Write out every line below that contains "junction".

======== Input for this task ========

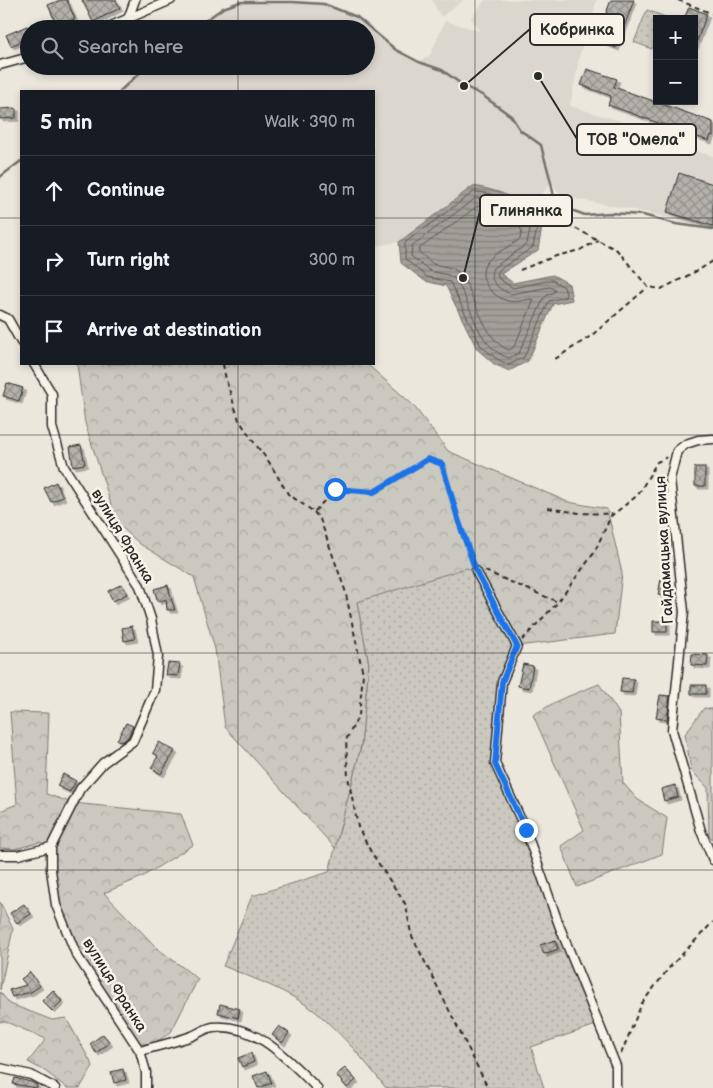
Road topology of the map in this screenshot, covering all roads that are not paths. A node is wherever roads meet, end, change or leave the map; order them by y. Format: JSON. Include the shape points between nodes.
{"nodes":[{"id":1,"x":135,"y":0,"type":"edge"},
{"id":2,"x":171,"y":0,"type":"edge"},
{"id":3,"x":128,"y":18,"type":"junction"},
{"id":4,"x":124,"y":20,"type":"edge"},
{"id":5,"x":20,"y":60,"type":"edge"},
{"id":6,"x":0,"y":66,"type":"edge"},
{"id":7,"x":0,"y":315,"type":"edge"},
{"id":8,"x":20,"y":340,"type":"edge"},
{"id":9,"x":35,"y":365,"type":"edge"},
{"id":10,"x":713,"y":439,"type":"edge"},
{"id":11,"x":476,"y":569,"type":"road end"},
{"id":12,"x":51,"y":847,"type":"junction"},
{"id":13,"x":0,"y":855,"type":"edge"},
{"id":14,"x":713,"y":860,"type":"edge"},
{"id":15,"x":140,"y":1051,"type":"junction"},
{"id":16,"x":0,"y":1068,"type":"edge"},
{"id":17,"x":55,"y":1088,"type":"edge"},
{"id":18,"x":146,"y":1088,"type":"edge"},
{"id":19,"x":316,"y":1088,"type":"edge"},
{"id":20,"x":616,"y":1088,"type":"edge"}],
"edges":[{"from":1,"to":3,"type":"street"},
{"from":2,"to":3,"type":"street"},
{"from":3,"to":4,"type":"street"},
{"from":5,"to":6,"type":"street"},
{"from":7,"to":8,"type":"street","via":[[8,319]]},
{"from":9,"to":12,"type":"street","name":"вулиця Франка","via":[[52,394],[52,427],[64,467],[140,586],[158,656],[156,690],[133,741],[103,763],[80,788]]},
{"from":10,"to":14,"type":"street","name":"Гайдамацька вулиця","via":[[686,444],[677,452],[670,479],[684,612],[672,730],[701,831]]},
{"from":11,"to":20,"type":"street","via":[[517,646],[502,682],[495,764],[526,830],[559,925],[616,1066]]},
{"from":12,"to":13,"type":"street","via":[[18,855]]},
{"from":12,"to":15,"type":"street","name":"вулиця Франка","via":[[56,905],[76,954]]},
{"from":15,"to":18,"type":"street","name":"вулиця Франка","via":[[146,1072]]},
{"from":15,"to":19,"type":"street","name":"вулиця Франка","via":[[193,1036],[212,1027],[234,1029],[260,1038]]},
{"from":16,"to":17,"type":"street","via":[[31,1075]]}]}
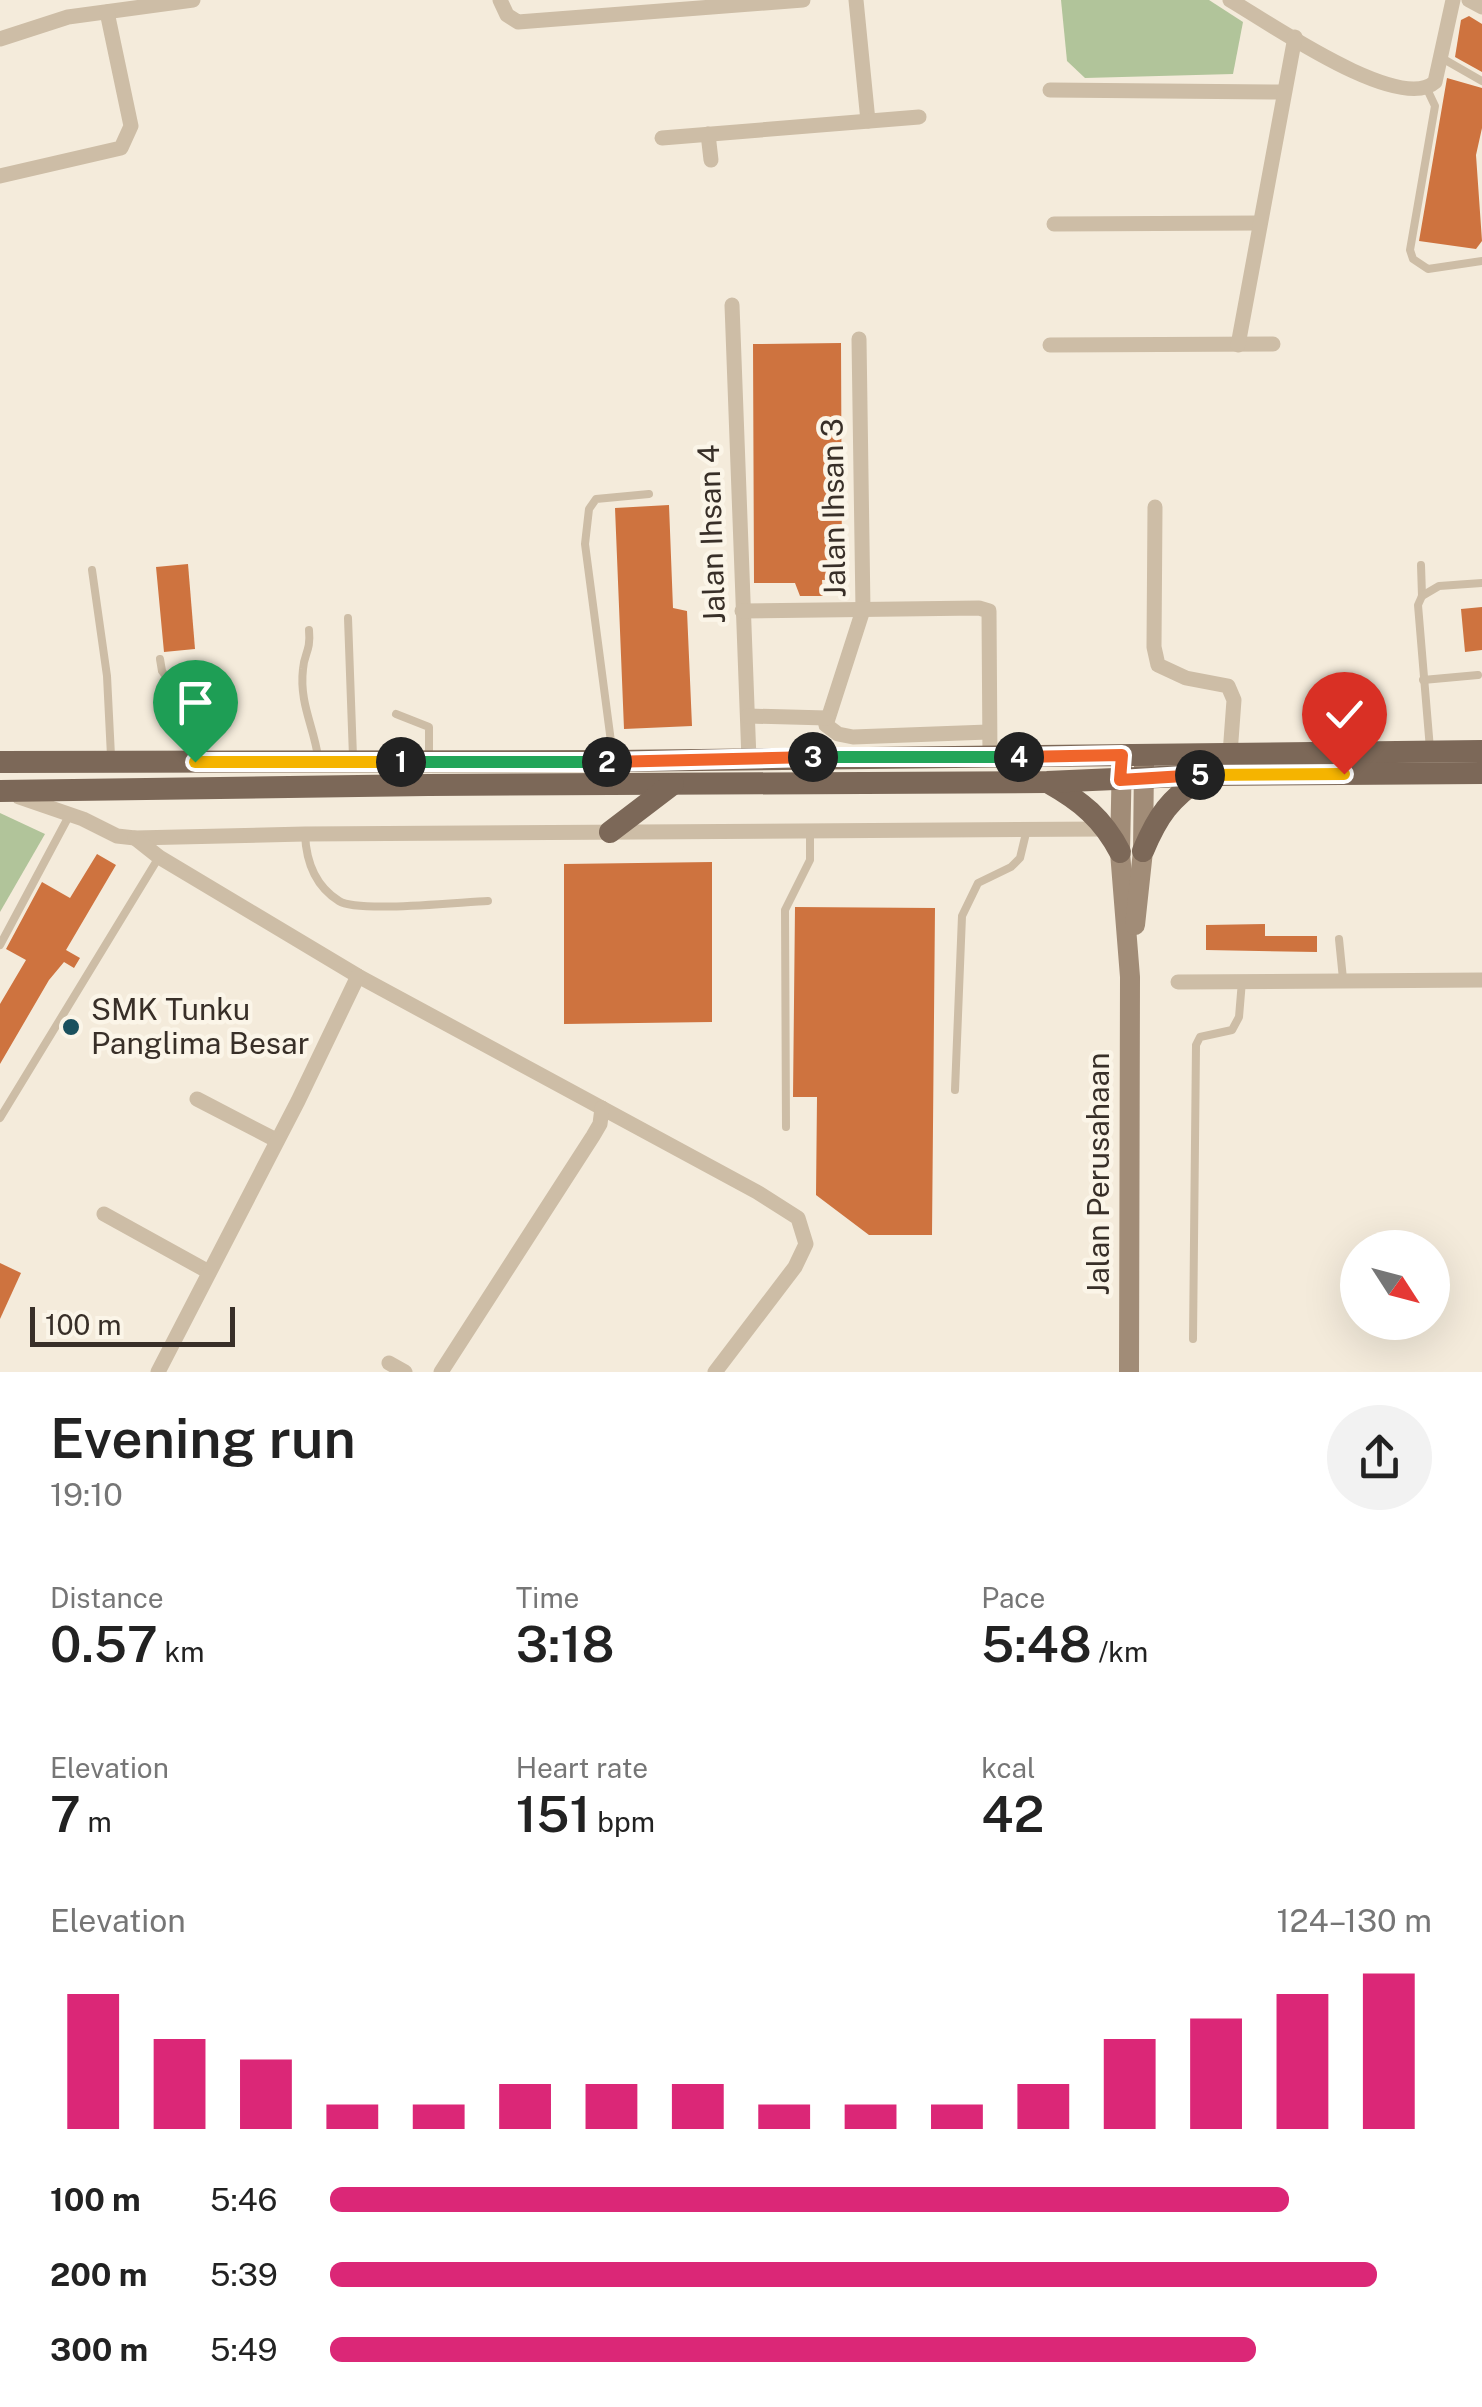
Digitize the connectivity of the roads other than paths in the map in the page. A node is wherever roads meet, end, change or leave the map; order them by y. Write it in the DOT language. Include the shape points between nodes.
graph roads {
  1 [pos="194,0"];
  2 [pos="500,0"];
  3 [pos="803,0"];
  4 [pos="856,0"];
  5 [pos="1230,0"];
  6 [pos="1452,0"];
  7 [pos="1468,0"];
  8 [pos="672,5"];
  9 [pos="1482,8"];
  10 [pos="106,12"];
  11 [pos="1295,37"];
  12 [pos="0,39"];
  13 [pos="1440,57"];
  14 [pos="1482,81"];
  15 [pos="1427,89"];
  16 [pos="1050,90"];
  17 [pos="1284,92"];
  18 [pos="918,117"];
  19 [pos="868,122"];
  20 [pos="708,134"];
  21 [pos="662,138"];
  22 [pos="711,160"];
  23 [pos="0,176"];
  24 [pos="1260,223"];
  25 [pos="1054,224"];
  26 [pos="1482,261"];
  27 [pos="732,305"];
  28 [pos="859,339"];
  29 [pos="1238,344"];
  30 [pos="1274,344"];
  31 [pos="1050,345"];
  32 [pos="649,494"];
  33 [pos="1155,507"];
  34 [pos="1421,565"];
  35 [pos="92,570"];
  36 [pos="1482,583"];
  37 [pos="1422,596"];
  38 [pos="864,610"];
  39 [pos="742,611"];
  40 [pos="348,618"];
  41 [pos="309,630"];
  42 [pos="160,658"];
  43 [pos="1478,675"];
  44 [pos="1424,680"];
  45 [pos="396,714"];
  46 [pos="748,716"];
  47 [pos="828,724"];
  48 [pos="988,732"];
  49 [pos="1430,751"];
  50 [pos="1482,751"];
  51 [pos="1230,754"];
  52 [pos="990,758"];
  53 [pos="749,760"];
  54 [pos="112,761"];
  55 [pos="0,762"];
  56 [pos="52,762"];
  57 [pos="195,762"];
  58 [pos="318,762"];
  59 [pos="353,762"];
  60 [pos="429,762"];
  61 [pos="614,762"];
  62 [pos="1133,767"];
  63 [pos="1482,773"];
  64 [pos="1205,775"];
  65 [pos="1048,782"];
  66 [pos="673,784"];
  67 [pos="66,788"];
  68 [pos="0,791"];
  69 [pos="76,817"];
  70 [pos="1107,828"];
  71 [pos="1027,829"];
  72 [pos="810,830"];
  73 [pos="610,832"];
  74 [pos="304,834"];
  75 [pos="135,838"];
  76 [pos="1132,852"];
  77 [pos="158,857"];
  78 [pos="488,901"];
  79 [pos="1339,939"];
  80 [pos="0,945"];
  81 [pos="358,976"];
  82 [pos="1482,980"];
  83 [pos="1343,981"];
  84 [pos="1178,982"];
  85 [pos="1242,982"];
  86 [pos="955,1090"];
  87 [pos="197,1098"];
  88 [pos="602,1108"];
  89 [pos="0,1118"];
  90 [pos="786,1127"];
  91 [pos="276,1140"];
  92 [pos="104,1214"];
  93 [pos="209,1272"];
  94 [pos="1193,1339"];
  95 [pos="389,1362"];
  96 [pos="158,1372"];
  97 [pos="405,1372"];
  98 [pos="441,1372"];
  99 [pos="716,1372"];
  100 [pos="1128,1372"];
  1 -- 10 [label="street"];
  2 -- 8 [label="street" via="518,22"];
  3 -- 8 [label="street"];
  4 -- 19 [label="street"];
  5 -- 11 [label="street"];
  6 -- 13 [label="street"];
  7 -- 9 [label="street"];
  10 -- 12 [label="street"];
  10 -- 23 [label="street" via="131,126 127,139 121,148"];
  11 -- 15 [label="street" via="1377,84"];
  11 -- 17 [label="street"];
  13 -- 14 [label="lane"];
  13 -- 15 [label="street"];
  15 -- 26 [label="lane" via="1435,106 1410,250 1428,269"];
  16 -- 17 [label="street"];
  17 -- 24 [label="street"];
  18 -- 19 [label="street"];
  19 -- 20 [label="street"];
  20 -- 21 [label="street"];
  20 -- 22 [label="street"];
  24 -- 25 [label="street"];
  24 -- 29 [label="street"];
  27 -- 39 [label="street, Jalan Ihsan 4"];
  28 -- 38 [label="street, Jalan Ihsan 3"];
  29 -- 30 [label="street"];
  29 -- 31 [label="street"];
  32 -- 61 [label="lane" via="596,499 585,544"];
  33 -- 51 [label="street" via="1158,664 1228,686 1234,700"];
  34 -- 37 [label="lane"];
  35 -- 54 [label="lane"];
  36 -- 37 [label="lane" via="1439,586"];
  37 -- 44 [label="lane"];
  38 -- 39 [label="street"];
  38 -- 47 [label="street, Jalan Ihsan 3"];
  38 -- 48 [label="street" via="989,611"];
  39 -- 46 [label="street, Jalan Ihsan 4"];
  40 -- 59 [label="lane"];
  41 -- 58 [label="lane" via="311,648 302,666 305,714"];
  42 -- 57 [label="lane" via="186,704"];
  43 -- 44 [label="lane"];
  44 -- 49 [label="lane"];
  45 -- 60 [label="lane" via="429,727"];
  46 -- 47 [label="street"];
  46 -- 53 [label="street, Jalan Ihsan 4"];
  47 -- 48 [label="street" via="853,737"];
  48 -- 52 [label="street"];
  49 -- 50 [label="main road"];
  49 -- 51 [label="main road"];
  51 -- 62 [label="main road"];
  52 -- 53 [label="main road"];
  52 -- 62 [label="main road"];
  53 -- 61 [label="main road"];
  54 -- 56 [label="main road"];
  54 -- 57 [label="main road"];
  55 -- 56 [label="main road"];
  56 -- 67 [label="street"];
  57 -- 58 [label="main road"];
  58 -- 59 [label="main road"];
  59 -- 60 [label="main road"];
  60 -- 61 [label="main road"];
  62 -- 64 [label="main road"];
  62 -- 65 [label="main road"];
  62 -- 76 [label="main road, Jalan Perusahaan"];
  63 -- 64 [label="main road"];
  64 -- 76 [label="main road" via="1178,794"];
  65 -- 66 [label="main road"];
  65 -- 70 [label="main road"];
  66 -- 67 [label="main road"];
  66 -- 73 [label="main road"];
  67 -- 68 [label="main road"];
  67 -- 69 [label="street"];
  68 -- 69 [label="street"];
  69 -- 75 [label="street"];
  69 -- 80 [label="lane"];
  70 -- 71 [label="street"];
  70 -- 76 [label="main road"];
  71 -- 72 [label="street"];
  71 -- 86 [label="lane" via="1020,858 978,883 962,916"];
  72 -- 73 [label="street"];
  72 -- 90 [label="lane" via="810,860 785,910"];
  73 -- 74 [label="street"];
  74 -- 75 [label="street"];
  74 -- 78 [label="lane" via="311,868 342,903"];
  75 -- 77 [label="street"];
  76 -- 100 [label="main road, Jalan Perusahaan"];
  77 -- 81 [label="street"];
  77 -- 89 [label="lane"];
  79 -- 83 [label="lane"];
  81 -- 88 [label="street"];
  81 -- 91 [label="street"];
  82 -- 83 [label="street"];
  83 -- 85 [label="street"];
  84 -- 85 [label="street"];
  85 -- 94 [label="lane" via="1240,1017 1232,1030 1196,1045"];
  87 -- 91 [label="street"];
  88 -- 98 [label="street" via="600,1124"];
  88 -- 99 [label="street" via="757,1192 798,1218 804,1230 806,1244 795,1267"];
  91 -- 93 [label="street"];
  92 -- 93 [label="street"];
  93 -- 96 [label="street"];
  95 -- 97 [label="street"];
}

========

# Answer space
{"id":3,"x":128,"y":18,"type":"junction"},
{"id":12,"x":51,"y":847,"type":"junction"},
{"id":15,"x":140,"y":1051,"type":"junction"},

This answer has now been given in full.